Please output the records below word for word and omit the pictures.
Materials provided below:
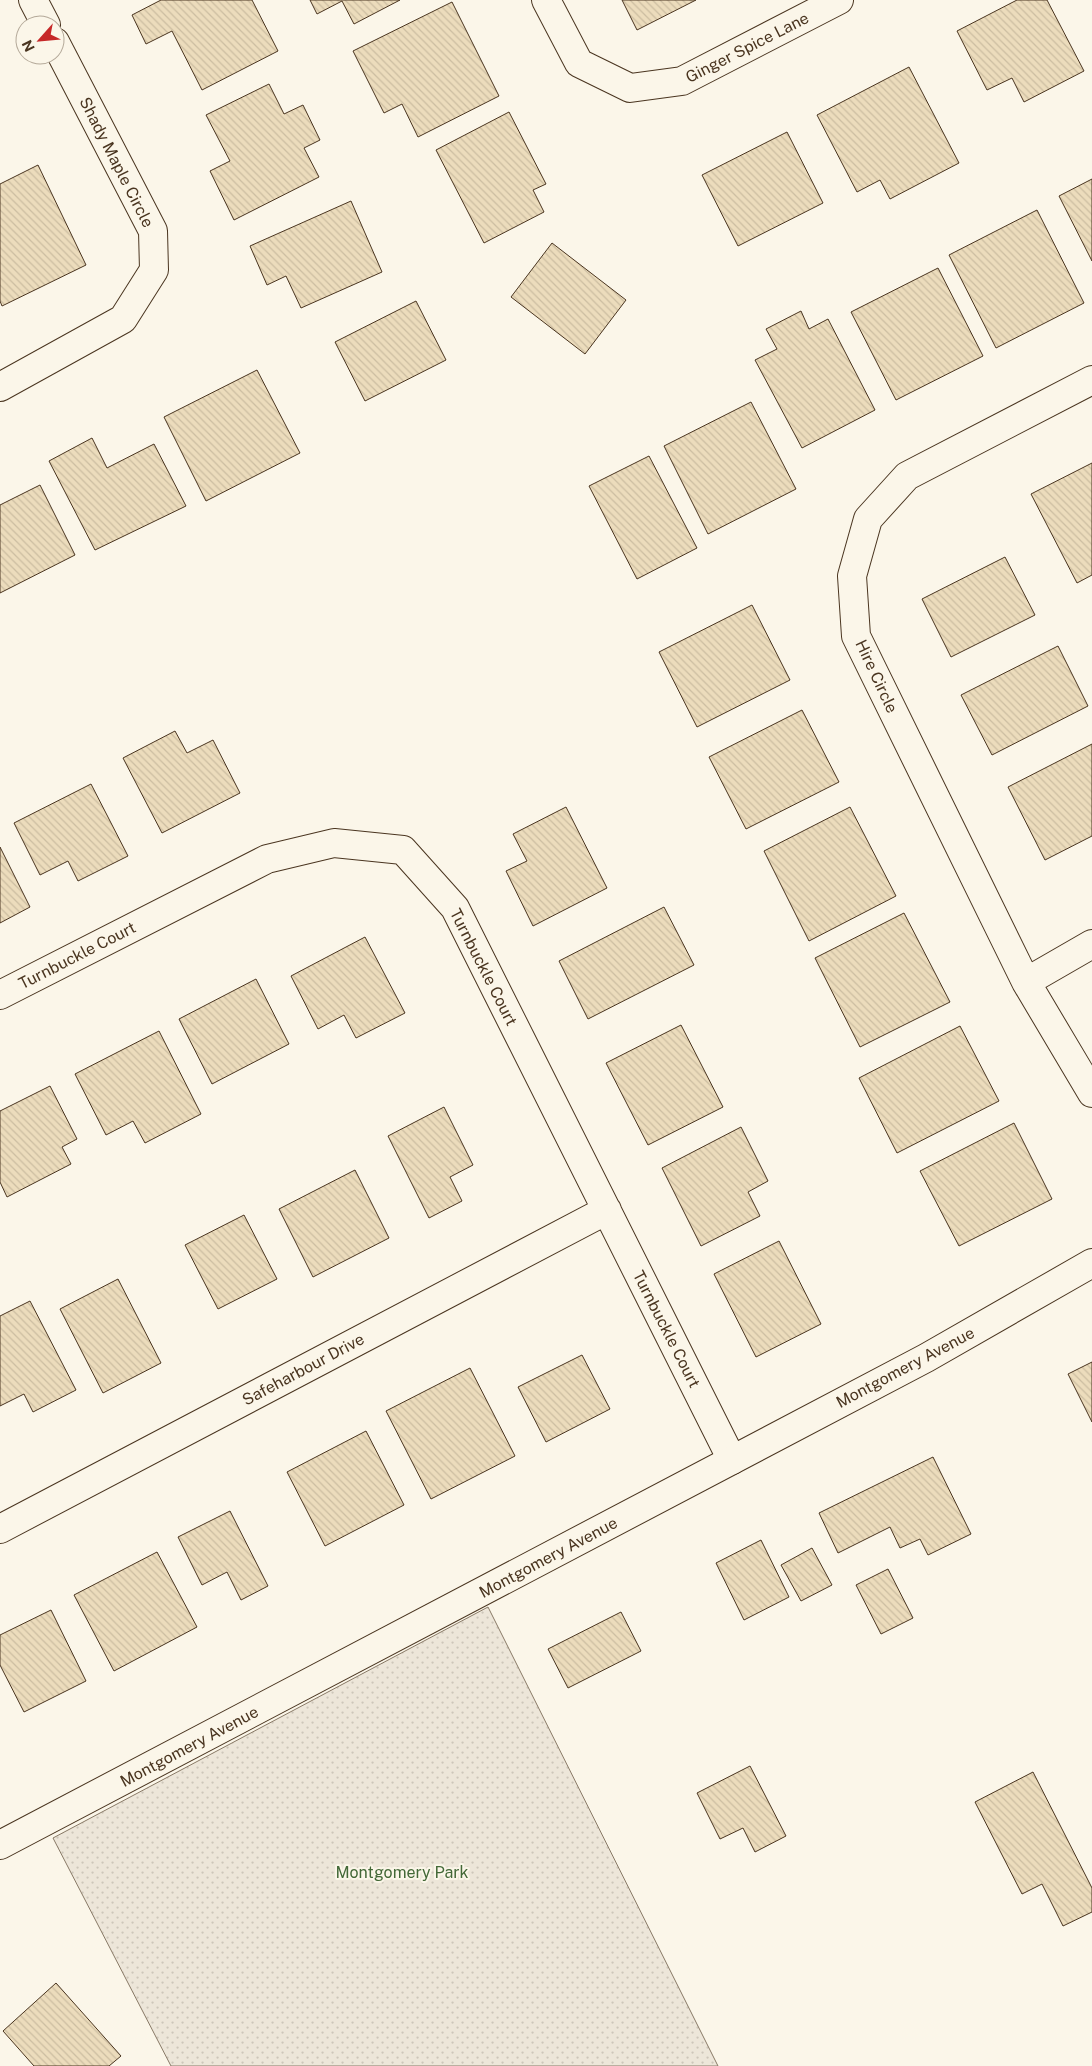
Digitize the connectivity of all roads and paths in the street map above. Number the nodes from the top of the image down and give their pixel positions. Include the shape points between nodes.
1 (33, 0) edge
2 (546, 0) edge
3 (839, 0) edge
4 (41, 15) edge
5 (65, 61) edge
6 (1092, 380) edge
7 (0, 388) edge
8 (1092, 944) edge
9 (1026, 982) junction
10 (0, 995) edge
11 (1092, 1093) edge
12 (607, 1210) junction
13 (1092, 1263) edge
14 (732, 1460) junction
15 (0, 1529) edge
16 (0, 1845) edge

1 - 4 street
2 - 3 street, Ginger Spice Lane via 579,63 630,88 682,81
5 - 7 street, Shady Maple Circle via 153,231 154,270 123,319
6 - 9 street, Hire Circle via 907,476 868,519 852,576 856,636
8 - 9 street
9 - 11 street, Hire Circle
10 - 12 street, Turnbuckle Court via 267,859 334,843 403,850 456,908
12 - 14 street, Turnbuckle Court
12 - 15 street, Safeharbour Drive
13 - 14 street, Montgomery Avenue via 926,1358
14 - 16 street, Montgomery Avenue

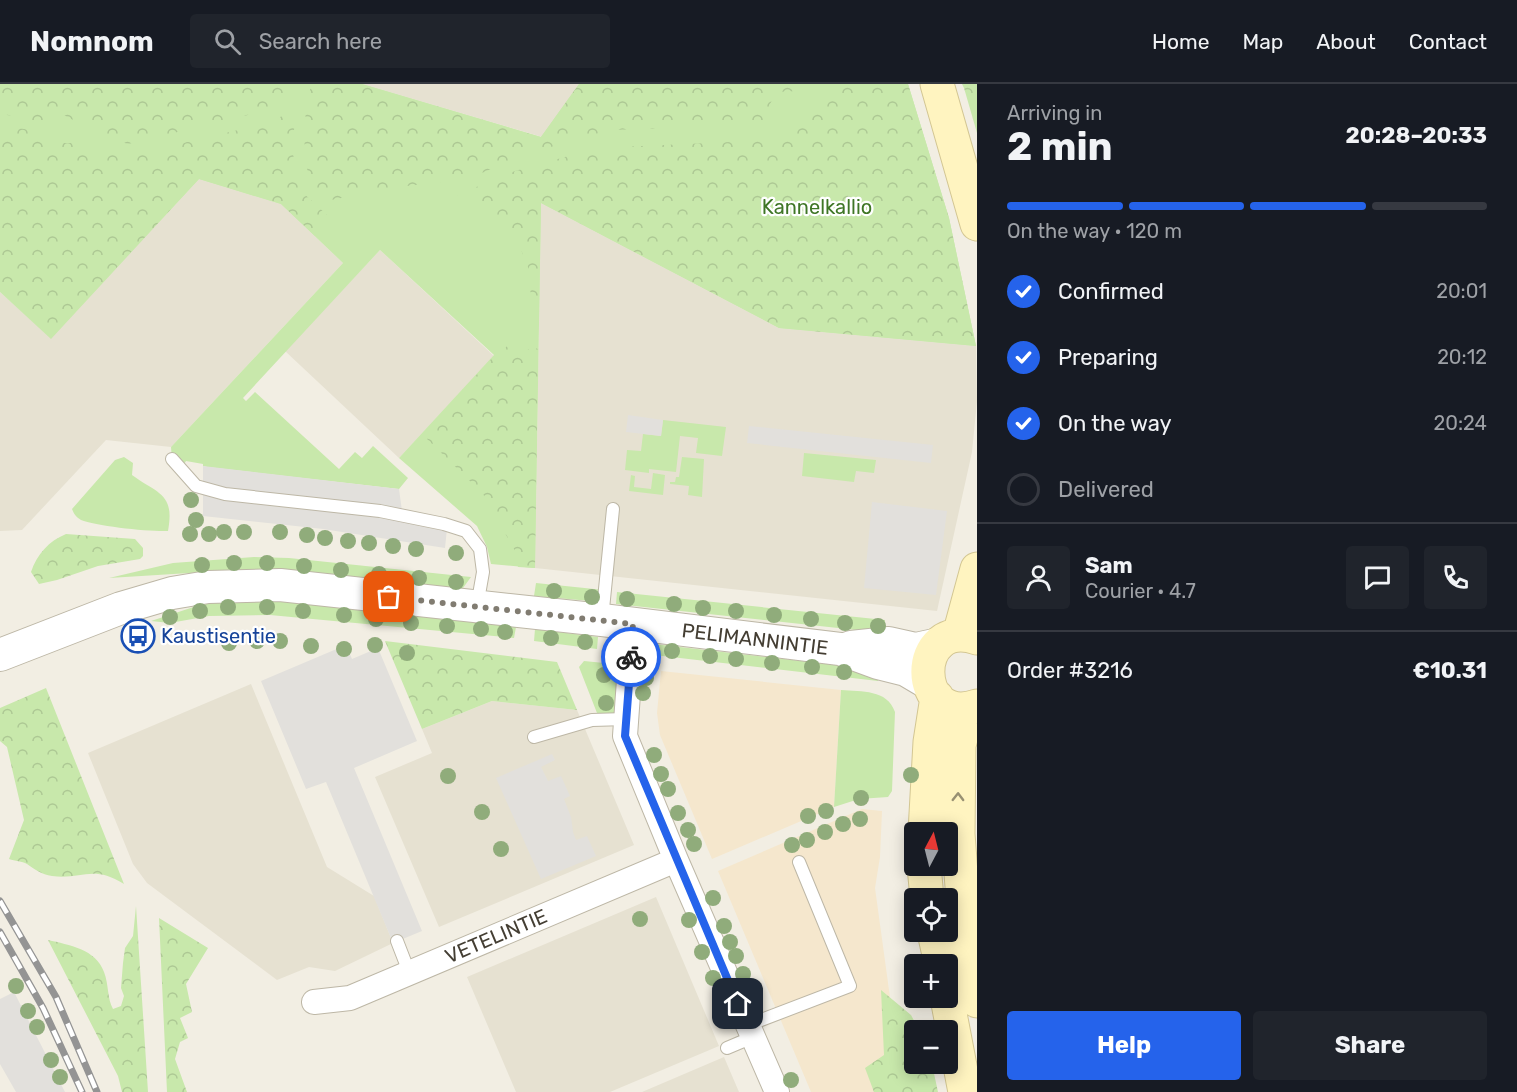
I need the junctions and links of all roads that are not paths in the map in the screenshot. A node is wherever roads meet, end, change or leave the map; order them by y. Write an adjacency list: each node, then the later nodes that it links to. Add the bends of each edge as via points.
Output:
1 (937, 84): 2 (main road)
2 (977, 224)
3 (172, 459): 6 (lane, via 196,486 225,494 380,511 466,531 480,549 483,572)
4 (613, 509): 7 (lane)
5 (977, 569): 9 (main road)
6 (477, 607): 7 (street, PELIMANNINTIE); 11 (street, PELIMANNINTIE, via 280,585 208,587 121,608)
7 (602, 620): 8 (street, PELIMANNINTIE)
8 (633, 624): 10 (street, PELIMANNINTIE); 14 (street)
9 (958, 639): 10 (street, PELIMANNINTIE, via 916,649 889,643); 12 (main road, via 932,652 926,672)
10 (840, 649): 12 (street, PELIMANNINTIE, via 906,670)
11 (0, 655)
12 (932, 690): 13 (main road, via 952,707); 16 (main road)
13 (973, 707): 21 (main road, one-way to 13, via 965,935 958,834 959,745)
14 (626, 719): 15 (lane, via 592,720); 17 (street, via 625,736)
15 (534, 737)
16 (926, 822)
17 (676, 860): 20 (street, VETELINTIE); 24 (street)
18 (799, 862): 24 (lane, via 850,986)
19 (397, 941): 20 (lane)
20 (409, 972): 22 (street, VETELINTIE, via 350,998)
21 (977, 1001)
22 (314, 1002)
23 (949, 1008): 27 (main road)
24 (750, 1031): 25 (lane); 26 (street)
25 (727, 1048)
26 (777, 1092)
27 (965, 1092)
End of Materials provided.
• _Answer section_
Digitize the connectivity of all roads and paths in the street map above. Number the nodes from the top of the image down and give their pixel positions. Include the shape points between nodes.
1 (33, 0) edge
2 (546, 0) edge
3 (839, 0) edge
4 (41, 15) edge
5 (65, 61) edge
6 (1092, 380) edge
7 (0, 388) edge
8 (1092, 944) edge
9 (1026, 982) junction
10 (0, 995) edge
11 (1092, 1093) edge
12 (607, 1210) junction
13 (1092, 1263) edge
14 (732, 1460) junction
15 (0, 1529) edge
16 (0, 1845) edge

1 - 4 street
2 - 3 street, Ginger Spice Lane via 579,63 630,88 682,81
5 - 7 street, Shady Maple Circle via 153,231 154,270 123,319
6 - 9 street, Hire Circle via 907,476 868,519 852,576 856,636
8 - 9 street
9 - 11 street, Hire Circle
10 - 12 street, Turnbuckle Court via 267,859 334,843 403,850 456,908
12 - 14 street, Turnbuckle Court
12 - 15 street, Safeharbour Drive
13 - 14 street, Montgomery Avenue via 926,1358
14 - 16 street, Montgomery Avenue

I need the junctions and links of all roads that are not paths in the map in the screenshot. A node is wherever roads meet, end, change or leave the map; order them by y. Write an adjacency list: each node, then the later nodes that it links to. Add the bends of each edge as via points.
Output:
1 (937, 84): 2 (main road)
2 (977, 224)
3 (172, 459): 6 (lane, via 196,486 225,494 380,511 466,531 480,549 483,572)
4 (613, 509): 7 (lane)
5 (977, 569): 9 (main road)
6 (477, 607): 7 (street, PELIMANNINTIE); 11 (street, PELIMANNINTIE, via 280,585 208,587 121,608)
7 (602, 620): 8 (street, PELIMANNINTIE)
8 (633, 624): 10 (street, PELIMANNINTIE); 14 (street)
9 (958, 639): 10 (street, PELIMANNINTIE, via 916,649 889,643); 12 (main road, via 932,652 926,672)
10 (840, 649): 12 (street, PELIMANNINTIE, via 906,670)
11 (0, 655)
12 (932, 690): 13 (main road, via 952,707); 16 (main road)
13 (973, 707): 21 (main road, one-way to 13, via 965,935 958,834 959,745)
14 (626, 719): 15 (lane, via 592,720); 17 (street, via 625,736)
15 (534, 737)
16 (926, 822)
17 (676, 860): 20 (street, VETELINTIE); 24 (street)
18 (799, 862): 24 (lane, via 850,986)
19 (397, 941): 20 (lane)
20 (409, 972): 22 (street, VETELINTIE, via 350,998)
21 (977, 1001)
22 (314, 1002)
23 (949, 1008): 27 (main road)
24 (750, 1031): 25 (lane); 26 (street)
25 (727, 1048)
26 (777, 1092)
27 (965, 1092)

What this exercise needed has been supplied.